It was the successor of the popular Suzuki Baleno sedan and carried forward bits of design aspects from its predecessor, such as rear multi-link independent suspension, hydraulic power steering, and multi-point fuel injection. However, this is where the similarities end. The Liana was the first car by Pak Suzuki to boast an aluminum alloy engine block with dual overhead camshafts (DOHC) as well as an immobilizer.
Factory fitted CNG kit was offered in the basic variant, the RXi and it also came equipped with the immobilizer, 2-Din CD player with four speakers and power windows. Such features made it worthy competitor of the established products by Toyota and Honda.
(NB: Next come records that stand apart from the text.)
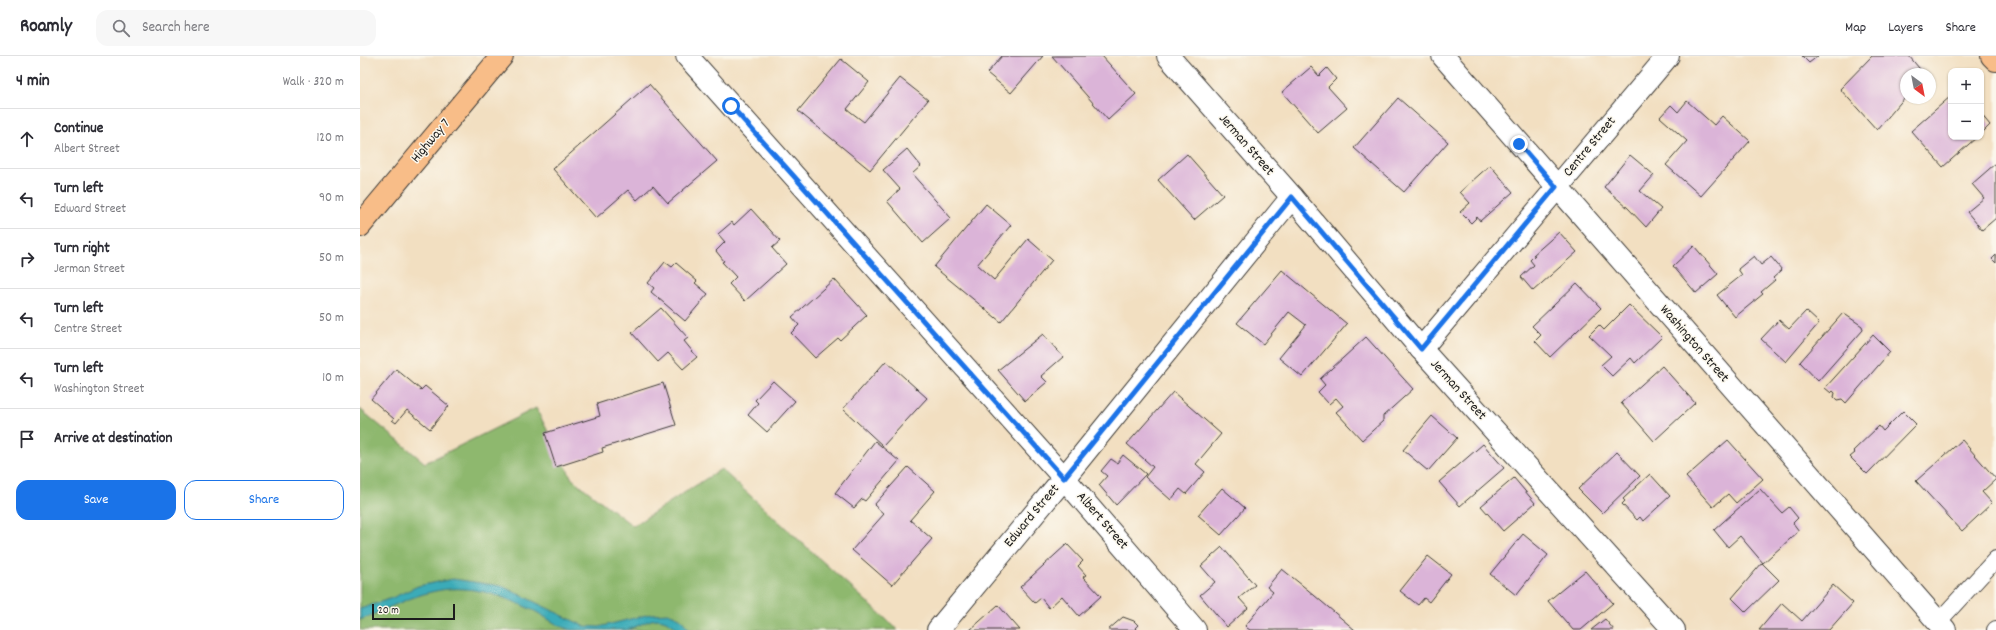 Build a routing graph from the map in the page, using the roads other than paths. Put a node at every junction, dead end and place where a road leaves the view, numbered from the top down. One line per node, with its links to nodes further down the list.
1 (502, 56): 10 (main road, Highway 7)
2 (687, 56): 12 (street, Albert Street)
3 (1168, 56): 9 (street, Jerman Street)
4 (1443, 56): 8 (street, Washington Street)
5 (1668, 56): 8 (street, Centre Street)
6 (1992, 56): 7 (main road)
7 (1996, 60)
8 (1556, 187): 11 (street, Centre Street); 14 (street, Washington Street)
9 (1292, 197): 11 (street, Jerman Street); 12 (street, Edward Street)
10 (360, 226)
11 (1421, 349): 17 (street, Jerman Street)
12 (1064, 478): 15 (street, Edward Street); 16 (street, Albert Street)
13 (1996, 559): 14 (lane)
14 (1942, 626)
15 (938, 630)
16 (1196, 630)
17 (1674, 630)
Corolla (Xli/Gli) and City at that time only had a cassette player with two speakers and lacked something as basic as Anti-lock Braking System, which was provided in LXi and Eminent variants of Liana. Even the Civic and Altis of that time didn’t have an Immobilizer system which is a vital feature against vehicular theft.
These features indeed proved great in the specs sheet. However, many people turned away as they saw the one major aspect of the car which was its unusually tall height. The relatively high ground clearance didn’t seem to help at all and neither did the 14-inch wheels which looked rather small when compared to the overall body. And then came the negative reviews from owners who had been accustomed to the cheap and care-free maintenance of other Suzuki cars. In some aspects, they were not wrong since parts of Liana were significantly pricier than of any other vehicle of the same category, and it was prone to the notorious squeaks and rattles of a typical Pak Suzuki cars. Another issue unique to the Liana was that the engine used to lose significant power while shifting from first to second gear and to its very last day, it remained as a trademark Liana problem. These are all important aspects that matter in proving a car as a reliable daily runner and so the sales suffered greatly.
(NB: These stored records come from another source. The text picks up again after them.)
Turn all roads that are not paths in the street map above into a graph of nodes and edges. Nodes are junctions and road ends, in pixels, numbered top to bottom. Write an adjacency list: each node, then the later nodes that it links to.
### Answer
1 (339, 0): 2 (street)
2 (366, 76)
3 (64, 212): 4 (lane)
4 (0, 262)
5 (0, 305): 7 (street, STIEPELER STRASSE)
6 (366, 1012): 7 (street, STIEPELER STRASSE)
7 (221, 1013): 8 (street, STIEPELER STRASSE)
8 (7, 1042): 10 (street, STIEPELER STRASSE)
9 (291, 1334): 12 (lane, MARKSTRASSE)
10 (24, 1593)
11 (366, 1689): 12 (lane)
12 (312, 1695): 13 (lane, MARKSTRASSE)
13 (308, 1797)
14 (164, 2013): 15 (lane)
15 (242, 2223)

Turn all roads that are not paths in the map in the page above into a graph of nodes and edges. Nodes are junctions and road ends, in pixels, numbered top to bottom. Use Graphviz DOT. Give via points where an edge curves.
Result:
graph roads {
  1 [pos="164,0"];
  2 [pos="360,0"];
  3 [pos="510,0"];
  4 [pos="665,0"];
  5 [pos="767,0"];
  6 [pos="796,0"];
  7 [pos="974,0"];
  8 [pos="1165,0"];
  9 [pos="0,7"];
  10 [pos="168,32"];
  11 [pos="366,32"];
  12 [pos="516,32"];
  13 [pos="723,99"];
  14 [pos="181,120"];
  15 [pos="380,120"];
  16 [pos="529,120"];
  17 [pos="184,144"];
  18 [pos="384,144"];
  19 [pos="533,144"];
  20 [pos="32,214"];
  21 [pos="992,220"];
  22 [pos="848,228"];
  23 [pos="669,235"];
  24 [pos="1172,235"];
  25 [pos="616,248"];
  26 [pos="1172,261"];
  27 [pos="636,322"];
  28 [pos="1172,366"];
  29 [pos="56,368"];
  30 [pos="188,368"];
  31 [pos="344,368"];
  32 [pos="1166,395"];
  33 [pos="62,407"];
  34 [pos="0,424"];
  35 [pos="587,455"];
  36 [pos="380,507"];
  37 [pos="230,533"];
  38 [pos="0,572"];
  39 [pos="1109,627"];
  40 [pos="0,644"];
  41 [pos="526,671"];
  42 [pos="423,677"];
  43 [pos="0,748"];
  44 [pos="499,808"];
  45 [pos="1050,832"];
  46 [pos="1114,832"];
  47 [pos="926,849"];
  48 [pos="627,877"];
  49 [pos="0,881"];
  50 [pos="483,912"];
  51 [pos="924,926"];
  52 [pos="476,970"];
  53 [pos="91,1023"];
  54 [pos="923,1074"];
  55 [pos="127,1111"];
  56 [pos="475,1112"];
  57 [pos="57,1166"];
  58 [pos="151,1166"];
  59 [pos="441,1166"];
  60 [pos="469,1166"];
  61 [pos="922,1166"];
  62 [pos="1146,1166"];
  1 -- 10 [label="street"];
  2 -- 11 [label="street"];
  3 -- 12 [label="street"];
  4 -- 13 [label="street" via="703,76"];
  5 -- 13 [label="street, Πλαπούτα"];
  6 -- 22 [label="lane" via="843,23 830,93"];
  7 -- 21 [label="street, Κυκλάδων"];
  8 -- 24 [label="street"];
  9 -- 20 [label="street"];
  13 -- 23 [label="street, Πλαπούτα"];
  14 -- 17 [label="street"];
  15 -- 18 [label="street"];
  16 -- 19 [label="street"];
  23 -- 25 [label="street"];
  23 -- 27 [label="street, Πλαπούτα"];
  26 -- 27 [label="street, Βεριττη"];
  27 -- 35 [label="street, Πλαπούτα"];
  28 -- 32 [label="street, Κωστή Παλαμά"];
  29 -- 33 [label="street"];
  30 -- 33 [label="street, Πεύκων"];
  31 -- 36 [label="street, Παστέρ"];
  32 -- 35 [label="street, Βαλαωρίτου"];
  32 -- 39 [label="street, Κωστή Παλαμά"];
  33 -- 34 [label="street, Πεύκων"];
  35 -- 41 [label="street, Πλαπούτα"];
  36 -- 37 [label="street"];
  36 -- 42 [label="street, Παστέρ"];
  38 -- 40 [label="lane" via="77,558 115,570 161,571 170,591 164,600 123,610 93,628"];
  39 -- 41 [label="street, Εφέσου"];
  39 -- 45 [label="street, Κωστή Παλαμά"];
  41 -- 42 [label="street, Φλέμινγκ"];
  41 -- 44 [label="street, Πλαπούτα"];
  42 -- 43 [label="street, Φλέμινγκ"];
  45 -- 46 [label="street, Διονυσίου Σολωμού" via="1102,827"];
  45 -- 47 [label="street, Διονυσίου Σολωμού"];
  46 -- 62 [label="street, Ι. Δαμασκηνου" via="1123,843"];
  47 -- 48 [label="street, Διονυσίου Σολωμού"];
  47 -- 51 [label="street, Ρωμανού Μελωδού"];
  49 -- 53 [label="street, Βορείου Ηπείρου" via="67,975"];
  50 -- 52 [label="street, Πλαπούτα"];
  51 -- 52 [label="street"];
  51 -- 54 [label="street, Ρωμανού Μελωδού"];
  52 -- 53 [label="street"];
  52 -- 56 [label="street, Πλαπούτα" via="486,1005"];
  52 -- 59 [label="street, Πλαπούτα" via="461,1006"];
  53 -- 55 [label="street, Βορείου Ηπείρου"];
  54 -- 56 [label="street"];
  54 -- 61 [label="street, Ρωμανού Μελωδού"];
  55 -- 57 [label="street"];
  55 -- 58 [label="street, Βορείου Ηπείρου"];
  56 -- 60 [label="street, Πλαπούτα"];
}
So, the moral of the story is that a lot could have been achieved from the Liana but given the company’s history of ignoring known issues and faults, the fate of Liana is what we see today, and it did not achieve its motto ‘Life In A New Age’.
I believe the car had a lot of potential. It was the positioned to compete in a segment with cars like Honda City, but Suzuki wasted the opportunity and left the segment all for Honda to capture. Compared to Suzuki’s previous compact sedans like Margalla and Baleno, the Liana was unable to win the hearts and minds of Pakistani automotive consumers.